UNVOICED HERITAGE.
QUEER-FEMINIST CARE FOR TABOOED SPACES
WITHIN THE EXISTING URBAN FABRIC


PEER REVIEWED EDITED VOLUME
DEADLINE: DECEMBER 15, 2024


We invite contributions from scholars, practitioners, and activists interested in queer-feminist methods of research, planning, and the re-appropriation of existing spaces. This call seeks to foster a sustainable engagement with architecture—not only through the lens of material conservation but by exploring its historical, cultural, and social significance. We believe that the current shift away from new buildings must inherently involve a turn toward history, expanding beyond mere physical conservation to embrace the many-layered meanings embedded within architectural spaces. In this context, “history” is not limited to the data found in archives, construction plans, or other documents; rather, we aim for an inclusive approach that considers as many dimensions of meaning as possible. For us, sustainable contemporary architecture can only emerge through a sensitive engagement with the past. As such, design practices within existing structures must be transdisciplinary, rejecting the canon’s “genius-centered” narratives in favor of more inclusive approaches.
We seek contributions that explore the potential of a queer-feminist building culture from an architectural history perspective, asking how anti-hegemonic historiographies, design practices, and knowledge productions (Haraway 1988; Ahmed 2017) might transform heritage conservation into a form of queer-feminist care work. We aim to examine invisible or actively overlooked spaces—those that, due to historical and patriarchal power structures, are socially stigmatized or silenced.
We welcome interdisciplinary and transdisciplinary submissions from fields such as architectural design and theory, historic conservation, art and architectural history, sociology, anthropology, political science, and beyond. Contributions should offer fresh insights into queer-feminist approaches to the treatment of existing spaces, challenging prevailing images of the “ingenious architect” and illuminating overlooked works and networks created by marginalized groups. We are particularly interested in analyses of existing architectural structures that adopt an intersectional perspective on their future conservation and use.

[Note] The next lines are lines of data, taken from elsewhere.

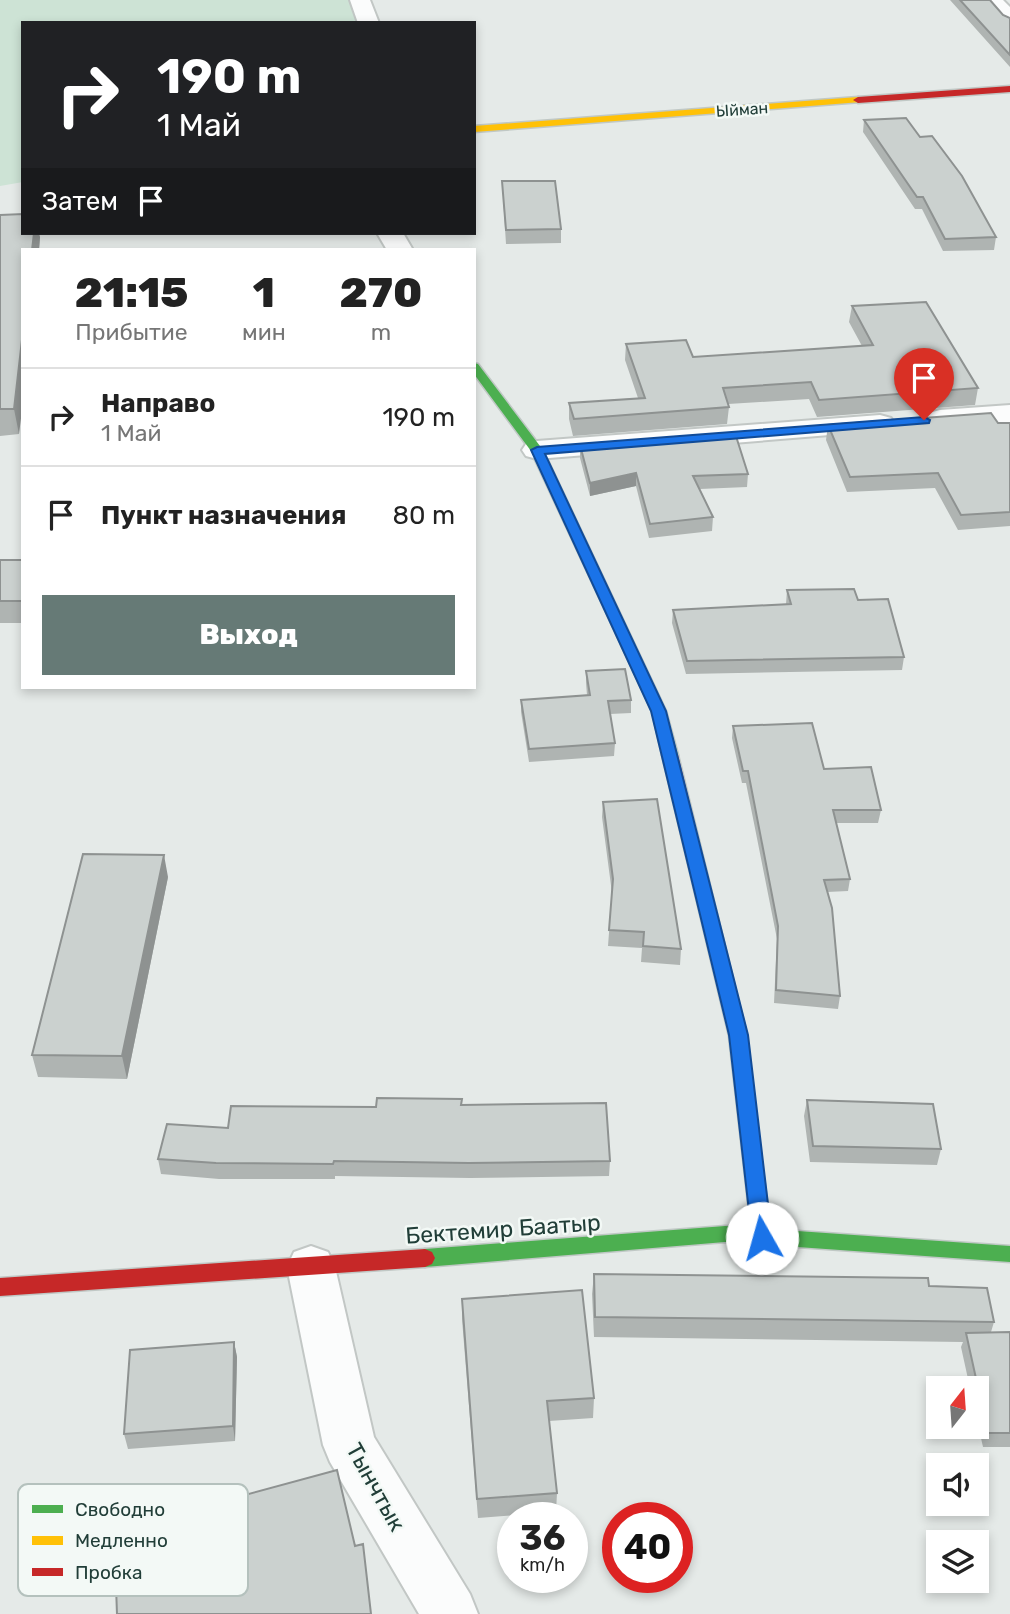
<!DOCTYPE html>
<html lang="ru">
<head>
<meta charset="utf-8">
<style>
	:root { --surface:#fff; --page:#f2f2f2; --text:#222; --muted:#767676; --line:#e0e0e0; --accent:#667a76 }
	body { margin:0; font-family:Rubik,sans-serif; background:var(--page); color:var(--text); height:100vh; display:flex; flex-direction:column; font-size:26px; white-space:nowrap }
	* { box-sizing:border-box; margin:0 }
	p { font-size:23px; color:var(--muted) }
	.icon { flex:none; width:38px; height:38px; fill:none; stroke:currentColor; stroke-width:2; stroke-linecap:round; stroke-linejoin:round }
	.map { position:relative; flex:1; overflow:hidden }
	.sheet { position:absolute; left:21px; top:248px; width:455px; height:441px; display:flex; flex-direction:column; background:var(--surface); border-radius:0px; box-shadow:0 4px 10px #0003 }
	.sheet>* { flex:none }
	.hud { position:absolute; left:21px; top:21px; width:455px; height:214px; border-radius:0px; box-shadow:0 4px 10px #0003; background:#202124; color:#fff; overflow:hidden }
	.needle { width:46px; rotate:17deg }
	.fabs { position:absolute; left:926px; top:1376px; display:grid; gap:14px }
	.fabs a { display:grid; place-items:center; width:63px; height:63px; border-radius:0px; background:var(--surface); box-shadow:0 4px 10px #0003; font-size:35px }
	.speed { position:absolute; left:497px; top:1502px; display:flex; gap:14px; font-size:35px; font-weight:700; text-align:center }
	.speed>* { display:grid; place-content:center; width:91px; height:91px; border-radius:50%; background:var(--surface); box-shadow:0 4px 10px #0003; line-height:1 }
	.speed small { font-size:18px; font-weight:400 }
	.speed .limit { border:10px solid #d22; background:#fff; color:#111 }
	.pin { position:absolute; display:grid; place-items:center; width:60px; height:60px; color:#fff; margin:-72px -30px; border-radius:50% 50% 50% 0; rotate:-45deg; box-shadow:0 0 7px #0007 }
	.pin .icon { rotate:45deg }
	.me { position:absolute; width:77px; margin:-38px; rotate:353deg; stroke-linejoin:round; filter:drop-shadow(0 0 5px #0008) }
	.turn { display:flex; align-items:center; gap:24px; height:147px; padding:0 21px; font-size:32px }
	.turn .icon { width:91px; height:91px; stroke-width:2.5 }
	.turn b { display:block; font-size:49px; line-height:60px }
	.then { display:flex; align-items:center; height:66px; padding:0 21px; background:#0003; gap:14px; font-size:26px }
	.eta { display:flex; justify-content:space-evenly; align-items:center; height:119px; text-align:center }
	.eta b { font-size:42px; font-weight:800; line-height:49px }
	.cta { display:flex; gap:14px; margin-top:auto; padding:14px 21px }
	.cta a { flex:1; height:80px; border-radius:0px; background:var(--accent); color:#fff; font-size:28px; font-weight:800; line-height:80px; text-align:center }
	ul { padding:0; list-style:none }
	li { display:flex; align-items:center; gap:21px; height:98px; padding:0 21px; border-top:2px solid var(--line) }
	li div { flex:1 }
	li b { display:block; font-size:26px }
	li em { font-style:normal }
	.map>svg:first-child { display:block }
</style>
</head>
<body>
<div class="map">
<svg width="1010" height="1614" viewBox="0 0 1010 1614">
	<rect width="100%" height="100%" fill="#e5eae8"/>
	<path fill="#cde3d5" d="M0 0H361L370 23H23V182L0 186Z"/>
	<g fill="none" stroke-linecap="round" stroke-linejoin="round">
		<defs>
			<path id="street" d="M350 0H370L379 23H358Z
				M982 0H1003L1010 7V26L1003 24Z
				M377 233H403L413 250H387Z
				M1010 405V423L940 428 929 425 925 419 929 413 940 410Z
				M880 415 891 418 895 424 891 430 537 459 526 456 522 450 526 444 537 441Z
				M311 1246 328 1252 335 1267 374 1437 470 1594 478 1614H419L330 1462 323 1445 287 1267 294 1252Z"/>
			<path id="fast" d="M474 363 478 364 543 450 666 711 678 755 675 759 670 760 662 755 652 711 531 451 474 374Z
				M725 1226 1010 1246V1262L725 1242 425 1267 418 1264 415 1258 418 1252 425 1249Z"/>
			<path id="slow" d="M858 97 861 98V102L474 132V126Z
				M751 1141 758 1144 760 1149 772 1238 769 1244 762 1246 755 1244 752 1238 742 1149 744 1144Z"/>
			<path id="jam" d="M1010 86V92L858 103 853 100 858 97Z
				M670 750 678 755 747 1036 760 1149 758 1154 751 1157 744 1154 742 1149 729 1036 662 755Z
				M425 1249 432 1252 435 1258 432 1264 425 1267 0 1296V1278Z"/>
		</defs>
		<use href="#street" stroke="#c2c7c5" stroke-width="4"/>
		<use href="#fast" stroke="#c0c8c5" stroke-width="3"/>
		<use href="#slow" stroke="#c0c8c5" stroke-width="3"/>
		<use href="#jam" stroke="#c0c8c5" stroke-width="3"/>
		<use href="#street" fill="#fbfcfc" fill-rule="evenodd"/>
		<use href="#fast" fill="#4caf50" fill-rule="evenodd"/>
		<use href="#slow" fill="#ffc107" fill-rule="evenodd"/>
		<use href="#jam" fill="#c62828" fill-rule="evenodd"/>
	</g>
	<path fill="#afb4b2" d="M950 0H990L1003 15 1010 18V67Z
		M864 120 996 237 994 250 943 251 922 209H915L863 132Z
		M502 181 561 229V243L506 244Z
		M0 215 40 237 39 250H23L19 434 0 436Z
		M852 306 978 388 975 405 817 417 809 399 728 404 729 407 727 424 573 436 569 419V403L638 398 625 360 626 344 693 357 862 346 849 322Z
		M998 423H1010V526L958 530 935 488 847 492 826 440 828 425Z
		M580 445 748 474 747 487 700 489 713 517 712 531 649 538 636 486 590 496 580 458Z
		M0 560H23V623H0Z
		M787 590 858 600 904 657 902 670 686 674 672 623 673 610 786 604Z
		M586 671 631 700V713L610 714 615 743 614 756 529 762 521 712V700L587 695 586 683Z
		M733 726 824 769 881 810 878 823H836L850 879 848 891 827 892 840 996 838 1009 774 1003 777 939 746 783H742L732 738Z
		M603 802 681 949 680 965 641 962 642 948 608 946 612 893 602 817Z
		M168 877 127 1079 38 1077 32 1055Z
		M807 1100 941 1149 937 1165 810 1162 804 1116Z
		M462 1105 610 1161 609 1176 470 1178 335 1176V1179H219L161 1174 158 1159 376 1107Z
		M594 1274 929 1286 994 1322 991 1332H1010V1447H983L976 1416V1388H970L961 1347 963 1342 594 1337 592 1294Z
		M462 1299 594 1398 593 1418 549 1421 557 1493 556 1512 478 1518 462 1319Z
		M234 1342 237 1357 235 1441 128 1449 124 1434Z"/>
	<path fill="#8e9291" d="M34 233H39L40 237 39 250H32Z
		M23 331V403L19 434 14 409Z
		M636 473V486L590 496V483Z
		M164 855 168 877 127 1079 122 1056Z
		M234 1342 237 1357 235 1441 233 1426Z"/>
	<path fill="#cbd1cf" stroke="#8e9291" stroke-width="2" d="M960 0H990L1003 15 1010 18V55Z
		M906 118 920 137 932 136 962 176 996 237 945 239 923 197H917L864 120Z
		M502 181H555L561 229 506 230Z
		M23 214V233H34L32 250H23V331L14 409H0V215Z
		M926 302 978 388 819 400 811 382 723 388 729 407 574 419 569 403 645 398 626 344 686 340 693 357 873 345 852 306Z
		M991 413 998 423H1010V512L961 515 938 473 850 477 828 425Z
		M735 433 748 474 693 476 713 517 650 524 636 473 590 483 580 445Z
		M0 560H23V601H0Z
		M854 589 858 600 888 599 904 657 687 661 673 610 791 604 787 590Z
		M625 669 631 700 608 701 615 743 529 749 521 700 590 695 586 671Z
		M812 723 824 769 871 767 881 810H833L850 879 824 880 832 908 840 996 776 990 778 926 748 771H743L733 726Z
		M657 799 681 949 643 946 644 932 609 930 613 879 603 802Z
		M83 854 164 855 122 1056 32 1055Z
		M377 1098 462 1099 461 1105 606 1103 610 1161 469 1163 334 1161 333 1164 216 1163 158 1159 167 1124 228 1128 231 1106 376 1107Z
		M807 1100 933 1104 941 1149 813 1146Z
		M594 1274 928 1278 929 1286 987 1288 994 1322 595 1317Z
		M582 1290 594 1398 547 1401 557 1493 477 1499 462 1299Z
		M1010 1332V1433H988L966 1333Z
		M234 1342 233 1426 124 1434 130 1350Z
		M337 1470 355 1546 363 1544 371 1614H117L116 1586 232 1566 219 1502Z"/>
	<path fill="#1a73e8" stroke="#114b97" stroke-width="2" d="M924 417 930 420 929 423 545 454 666 711 748 1035 772 1238 769 1244 762 1246 755 1244 752 1238 729 1035 651 711 531 450 537 447Z"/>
	<g text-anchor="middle" stroke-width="5" stroke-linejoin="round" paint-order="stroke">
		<g font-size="16" fill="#213e38" stroke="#f3f9f6">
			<text transform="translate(742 109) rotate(-4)" y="6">Ыйман</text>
		</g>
		<g font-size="23" fill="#213e38" stroke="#f3f9f6">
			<text transform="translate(503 1229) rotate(-4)" y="8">Бектемир Баатыр</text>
			<text transform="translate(376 1487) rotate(61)" y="8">Тынчтык</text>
		</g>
	</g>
	<rect x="18" y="1484" width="230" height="112" rx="10" fill="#f3f9f6" stroke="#b4c1bd" stroke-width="2"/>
	<rect x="32" y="1505" width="31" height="8" fill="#4caf50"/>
	<rect x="32" y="1536" width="31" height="9" fill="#ffc107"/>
	<rect x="32" y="1568" width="31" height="8" fill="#c62828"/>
	<g font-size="19" fill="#213e38">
		<text x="75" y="1516">Свободно</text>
		<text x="75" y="1547">Медленно</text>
		<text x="75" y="1579">Пробка</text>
	</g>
</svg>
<div class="fabs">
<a><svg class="needle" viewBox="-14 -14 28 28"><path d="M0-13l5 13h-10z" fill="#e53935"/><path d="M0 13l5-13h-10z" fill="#767676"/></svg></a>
<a><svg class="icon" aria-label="sound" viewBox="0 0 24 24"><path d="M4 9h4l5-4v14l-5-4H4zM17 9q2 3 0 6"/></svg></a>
<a><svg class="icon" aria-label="layers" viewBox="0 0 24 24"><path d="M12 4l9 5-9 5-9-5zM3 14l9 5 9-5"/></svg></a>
</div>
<div class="speed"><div>36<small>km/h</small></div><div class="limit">40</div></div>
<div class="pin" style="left:924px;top:420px;background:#d93025"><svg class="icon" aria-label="arrive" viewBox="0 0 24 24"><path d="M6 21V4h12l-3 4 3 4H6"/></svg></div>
<svg class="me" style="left:762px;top:1238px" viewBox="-20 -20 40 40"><circle r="19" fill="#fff"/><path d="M0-13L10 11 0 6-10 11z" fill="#1a73e8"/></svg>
<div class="hud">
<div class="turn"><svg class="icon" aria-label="right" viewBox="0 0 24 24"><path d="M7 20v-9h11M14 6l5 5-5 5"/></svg><div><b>190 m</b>1 Май</div></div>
<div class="then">Затем<svg class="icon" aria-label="arrive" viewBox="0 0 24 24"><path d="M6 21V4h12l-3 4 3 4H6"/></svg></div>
</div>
<section class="sheet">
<div class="eta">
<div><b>21:15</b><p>Прибытие</p></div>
<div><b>1</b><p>мин</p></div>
<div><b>270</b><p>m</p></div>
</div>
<ul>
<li><svg class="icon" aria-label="right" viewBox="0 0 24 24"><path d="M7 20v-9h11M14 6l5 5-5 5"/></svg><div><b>Направо</b><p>1 Май</p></div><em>190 m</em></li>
<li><svg class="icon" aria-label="arrive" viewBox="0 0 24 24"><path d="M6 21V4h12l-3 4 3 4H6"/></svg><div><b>Пункт назначения</b></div><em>80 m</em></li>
</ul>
<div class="cta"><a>Выход</a></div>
</section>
</div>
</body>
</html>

We encourage submissions that present innovative methodologies for revealing not only individual objects and biographies but also systemic approaches to engaging with the built environment, proposing alternative tools for engaging with architectural heritage. Our goal is to develop a new set of instruments rooted in existing architectural research while offering a meaningful departure from conventional tools of the canon (Lorde 1984; Bonnevier 2007).